Re: [HACKERS] Slow count(*) again... - Mailing list pgsql-performance

From Chris Browne
Subject Re: [HACKERS] Slow count(*) again...
Date
Msg-id 87d3n92etk.fsf@cbbrowne.afilias-int.info
Whole thread Raw
In response to Re: [HACKERS] Slow count(*) again...  (Mladen Gogala <mladen.gogala@vmsinfo.com>)
Responses Re: [HACKERS] Slow count(*) again...
Re: [HACKERS] Slow count(*) again...
List pgsql-performance
mladen.gogala@vmsinfo.com (Mladen Gogala) writes:
> Hints are not even that complicated to program. The SQL parser should
> compile the list of hints into a table and optimizer should check
> whether any of the applicable access methods exist in the table. If it
> does - use it. If not, ignore it. This looks to me like a
> philosophical issue, not a programming issue.
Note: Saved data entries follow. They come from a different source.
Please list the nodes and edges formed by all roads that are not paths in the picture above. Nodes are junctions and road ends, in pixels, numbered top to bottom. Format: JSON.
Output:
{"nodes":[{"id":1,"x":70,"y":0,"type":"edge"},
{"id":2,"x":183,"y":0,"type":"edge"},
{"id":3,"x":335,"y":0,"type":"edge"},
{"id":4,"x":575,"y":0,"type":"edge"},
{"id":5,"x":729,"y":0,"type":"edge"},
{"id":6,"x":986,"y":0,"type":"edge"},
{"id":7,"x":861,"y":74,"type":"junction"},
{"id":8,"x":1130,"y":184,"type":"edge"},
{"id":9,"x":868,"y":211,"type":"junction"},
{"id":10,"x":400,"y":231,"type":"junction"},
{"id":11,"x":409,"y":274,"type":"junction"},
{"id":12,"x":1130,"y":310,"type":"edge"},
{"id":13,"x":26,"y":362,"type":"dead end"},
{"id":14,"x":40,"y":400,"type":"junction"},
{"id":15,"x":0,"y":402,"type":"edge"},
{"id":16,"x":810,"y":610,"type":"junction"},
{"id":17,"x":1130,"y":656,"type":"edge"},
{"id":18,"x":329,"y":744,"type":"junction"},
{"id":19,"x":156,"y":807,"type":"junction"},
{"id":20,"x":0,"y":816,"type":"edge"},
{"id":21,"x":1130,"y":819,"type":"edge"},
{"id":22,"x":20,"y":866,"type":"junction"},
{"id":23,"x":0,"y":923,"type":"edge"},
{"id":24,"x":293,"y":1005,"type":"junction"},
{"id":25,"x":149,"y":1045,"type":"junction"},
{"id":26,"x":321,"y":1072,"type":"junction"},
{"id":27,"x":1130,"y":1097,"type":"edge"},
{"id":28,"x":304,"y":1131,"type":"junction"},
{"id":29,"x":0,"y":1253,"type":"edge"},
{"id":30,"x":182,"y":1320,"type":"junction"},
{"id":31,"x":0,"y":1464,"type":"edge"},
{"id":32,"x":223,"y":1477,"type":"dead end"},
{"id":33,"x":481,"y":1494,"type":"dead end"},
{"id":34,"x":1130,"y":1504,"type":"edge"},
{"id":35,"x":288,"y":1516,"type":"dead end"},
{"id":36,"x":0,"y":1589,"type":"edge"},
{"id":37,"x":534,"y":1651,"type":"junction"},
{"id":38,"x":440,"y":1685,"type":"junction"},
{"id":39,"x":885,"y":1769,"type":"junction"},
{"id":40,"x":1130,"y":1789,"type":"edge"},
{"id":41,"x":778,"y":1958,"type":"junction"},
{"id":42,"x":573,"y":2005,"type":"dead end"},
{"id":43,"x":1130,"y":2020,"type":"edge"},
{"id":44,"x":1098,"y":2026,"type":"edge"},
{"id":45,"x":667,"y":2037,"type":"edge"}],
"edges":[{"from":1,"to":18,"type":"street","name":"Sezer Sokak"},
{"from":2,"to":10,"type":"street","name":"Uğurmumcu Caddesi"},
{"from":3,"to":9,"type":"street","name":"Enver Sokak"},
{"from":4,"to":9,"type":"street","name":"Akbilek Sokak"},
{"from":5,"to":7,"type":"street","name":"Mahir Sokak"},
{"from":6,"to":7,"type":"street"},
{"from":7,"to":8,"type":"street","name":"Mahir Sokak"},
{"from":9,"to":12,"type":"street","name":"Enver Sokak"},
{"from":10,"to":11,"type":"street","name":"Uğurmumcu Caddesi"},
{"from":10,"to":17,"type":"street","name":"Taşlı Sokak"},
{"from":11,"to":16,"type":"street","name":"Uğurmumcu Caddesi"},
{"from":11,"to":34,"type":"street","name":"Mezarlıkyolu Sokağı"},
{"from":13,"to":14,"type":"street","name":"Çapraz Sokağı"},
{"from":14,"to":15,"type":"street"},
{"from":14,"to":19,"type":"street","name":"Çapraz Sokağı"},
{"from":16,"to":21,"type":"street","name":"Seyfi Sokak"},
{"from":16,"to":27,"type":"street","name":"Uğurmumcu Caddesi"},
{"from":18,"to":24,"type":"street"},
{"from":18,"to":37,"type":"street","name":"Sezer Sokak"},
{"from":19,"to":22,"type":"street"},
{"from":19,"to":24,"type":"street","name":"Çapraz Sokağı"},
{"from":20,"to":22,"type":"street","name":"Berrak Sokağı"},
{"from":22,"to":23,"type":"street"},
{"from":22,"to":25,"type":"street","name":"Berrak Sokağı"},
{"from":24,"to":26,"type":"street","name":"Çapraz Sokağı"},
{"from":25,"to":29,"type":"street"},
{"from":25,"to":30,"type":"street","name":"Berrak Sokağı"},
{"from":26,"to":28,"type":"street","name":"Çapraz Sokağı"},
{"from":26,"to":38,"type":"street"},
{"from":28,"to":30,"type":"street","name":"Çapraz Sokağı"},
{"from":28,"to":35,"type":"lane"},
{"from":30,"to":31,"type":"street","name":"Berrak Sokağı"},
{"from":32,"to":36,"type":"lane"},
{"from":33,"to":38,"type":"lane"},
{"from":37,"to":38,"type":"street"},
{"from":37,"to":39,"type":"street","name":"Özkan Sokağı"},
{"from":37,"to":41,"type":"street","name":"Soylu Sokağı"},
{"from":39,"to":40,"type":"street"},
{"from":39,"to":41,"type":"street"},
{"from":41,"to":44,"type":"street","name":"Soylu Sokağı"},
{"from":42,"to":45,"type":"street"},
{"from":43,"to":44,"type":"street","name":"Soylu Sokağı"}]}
It's worth looking back to what has already been elaborated on in the
ToDo.

http://wiki.postgresql.org/wiki/Todo
-----------------------------------
Optimizer hints (not wanted)

Optimizer hints are used to work around problems in the optimizer and
introduce upgrade and maintenance issues. We would rather have the
problems reported and fixed. We have discussed a more sophisticated
system of per-class cost adjustment instead, but a specification remains
to be developed.
-----------------------------------

The complaint is that kludging hints into a particular query attacks the
problem from the wrong direction.

The alternative recommended is to collect some declarative information,
that *won't* be part of the query, that *won't* be processed by the
parser, and that *won't* kludge up the query with information that is
liable to turn into crud over time.

Tom Lane was pretty specific about some kinds of declarative information
that seemed useful:
   <http://archives.postgresql.org/pgsql-hackers/2006-10/msg00663.php>

On Jeapordy, participants are expected to phrase one's answers in the
form of a question, and doing so is rewarded.

Based on the presence of "query hints" on the Not Wanted portion of the
ToDo list, it's pretty clear that participants here are expected to
propose optimizer hints in ways that do NOT involve decorating queries
with crud.  You'll get a vastly friendlier response if you at least make
an attempt to attack the problem in the "declarative information"
fashion.

Perhaps we're all wrong in believing that pushing query optimization
information into application queries by decorating the application with
hints, is the right idea but it's a belief that certainly seems to be
regularly agreed upon by gentle readers.
--
"cbbrowne","@","linuxdatabases.info"
The people's revolutionary committee has  decided that the name "e" is
retrogressive, unmulticious   and reactionary, and  has  been flushed.
Please update your abbrevs.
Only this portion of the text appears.